Environmental Protection Agency Awards Contract To Skyhaven Systems For A Water Disinfection System
BOSTON, February 26, 2009 — Skyhaven Systems, LLC (RIL) received a multi-year contract from the EPA to develop a line of inexpensive water disinfection systems. Over 250 drinking water systems exist for small communities in Puerto Rico that serve 25-500 individuals. These water systems fall outside of the Puerto Rico Aquaduct and Sewer Authority and, thus, have no or insufficient water treatment systems.

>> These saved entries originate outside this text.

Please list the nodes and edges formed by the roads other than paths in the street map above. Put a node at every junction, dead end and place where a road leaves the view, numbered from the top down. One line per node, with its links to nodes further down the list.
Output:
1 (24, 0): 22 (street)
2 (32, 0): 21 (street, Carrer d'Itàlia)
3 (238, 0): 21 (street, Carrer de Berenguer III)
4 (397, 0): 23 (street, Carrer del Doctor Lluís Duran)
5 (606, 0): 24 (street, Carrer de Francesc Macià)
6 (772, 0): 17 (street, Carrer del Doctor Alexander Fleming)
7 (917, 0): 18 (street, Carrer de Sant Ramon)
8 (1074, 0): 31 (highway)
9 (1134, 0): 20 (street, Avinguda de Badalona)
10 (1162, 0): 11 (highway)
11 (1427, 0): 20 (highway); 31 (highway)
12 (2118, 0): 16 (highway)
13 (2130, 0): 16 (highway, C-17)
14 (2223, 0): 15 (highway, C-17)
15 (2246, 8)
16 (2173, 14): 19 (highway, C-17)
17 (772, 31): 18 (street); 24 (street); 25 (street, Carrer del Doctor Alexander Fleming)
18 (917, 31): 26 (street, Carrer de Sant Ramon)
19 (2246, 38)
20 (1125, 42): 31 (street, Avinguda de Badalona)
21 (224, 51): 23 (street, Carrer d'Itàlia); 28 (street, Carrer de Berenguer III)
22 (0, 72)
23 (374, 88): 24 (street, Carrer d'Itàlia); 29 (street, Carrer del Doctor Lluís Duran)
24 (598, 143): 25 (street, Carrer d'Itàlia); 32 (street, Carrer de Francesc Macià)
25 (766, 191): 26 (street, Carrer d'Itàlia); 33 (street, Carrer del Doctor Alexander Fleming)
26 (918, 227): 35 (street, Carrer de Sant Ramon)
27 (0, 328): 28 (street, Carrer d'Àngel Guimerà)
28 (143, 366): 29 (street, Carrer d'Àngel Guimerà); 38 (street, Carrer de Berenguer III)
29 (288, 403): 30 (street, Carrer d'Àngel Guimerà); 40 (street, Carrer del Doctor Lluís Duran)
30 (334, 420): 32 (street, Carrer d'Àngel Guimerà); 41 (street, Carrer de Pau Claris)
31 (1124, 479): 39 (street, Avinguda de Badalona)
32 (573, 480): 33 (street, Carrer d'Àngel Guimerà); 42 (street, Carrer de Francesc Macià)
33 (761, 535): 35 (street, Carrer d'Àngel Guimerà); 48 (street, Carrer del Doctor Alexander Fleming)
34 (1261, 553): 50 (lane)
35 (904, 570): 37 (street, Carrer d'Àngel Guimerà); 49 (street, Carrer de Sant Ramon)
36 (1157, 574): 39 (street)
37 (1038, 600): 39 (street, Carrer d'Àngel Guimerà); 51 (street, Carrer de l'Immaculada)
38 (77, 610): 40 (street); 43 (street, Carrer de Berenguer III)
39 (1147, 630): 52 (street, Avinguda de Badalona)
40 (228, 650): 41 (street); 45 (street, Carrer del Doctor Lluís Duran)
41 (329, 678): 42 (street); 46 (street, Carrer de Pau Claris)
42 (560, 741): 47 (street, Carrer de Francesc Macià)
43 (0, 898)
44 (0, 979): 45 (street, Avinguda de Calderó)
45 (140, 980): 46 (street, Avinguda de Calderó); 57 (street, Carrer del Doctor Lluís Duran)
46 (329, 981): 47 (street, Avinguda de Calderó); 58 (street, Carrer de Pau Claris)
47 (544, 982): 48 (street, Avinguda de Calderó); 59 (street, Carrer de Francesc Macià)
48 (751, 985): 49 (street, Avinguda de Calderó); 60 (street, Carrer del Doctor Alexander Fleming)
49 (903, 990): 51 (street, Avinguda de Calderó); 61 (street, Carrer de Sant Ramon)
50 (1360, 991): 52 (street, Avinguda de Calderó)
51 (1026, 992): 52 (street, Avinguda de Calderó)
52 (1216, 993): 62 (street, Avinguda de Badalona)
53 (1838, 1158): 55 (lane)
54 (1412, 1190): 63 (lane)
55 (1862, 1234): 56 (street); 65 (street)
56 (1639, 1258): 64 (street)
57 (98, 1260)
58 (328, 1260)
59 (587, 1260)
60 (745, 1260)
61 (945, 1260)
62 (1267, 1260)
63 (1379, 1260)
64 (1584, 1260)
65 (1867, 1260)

Water sources for these communities are from ground and surface water with flow rates up to 50,000 gallons per day for a community of 500 people. To improve upon this water treatment process, the EPA desires improved novel filtration and chlorination methods that can disinfect and filter these drinking water sources. To address this need, Skyhaven Systems, LLC previously showed the EPA its on-site hypochlorite generator that continuously chlorinates surface groundwater. During this effort, RIL showed that its electrochemical reactor technology can produce hypochlorite for varying water flow rates upwards to 50,000 gallons per day and at required disinfection levels up to 5 ppm of equivalent chlorine. The major focus of RIL’s water chlorination unit is to minimize its initial and operating costs, thus, the system has few components other than the hypochlorite reactor, a tank of salt, and a power supply. All of the process water flows through the electrochemical reactor to produce bleach in situ with the flowing water stream and, thus, eliminates slip stream pumps and control systems. The improved design of RIL’s electrochemical reactor will help lower the system cost, one of the major drivers for deploying a water disinfection system into the marketplace. For the present contract, RIL will scale the hypochlorite generator to larger process flow rates, continue minimizing the system complexity and cost, and develop operational hypochlorite generation systems that can operate unattended for one-year at process rates of 50,000 gallons per day. This technology is being commercialized in concert with water equipment manufacturers and water system providers. Furthermore, the water disinfection system will undergo a verification process conducted via a third-party organization through the EPA’s Environmental Technology Verification program.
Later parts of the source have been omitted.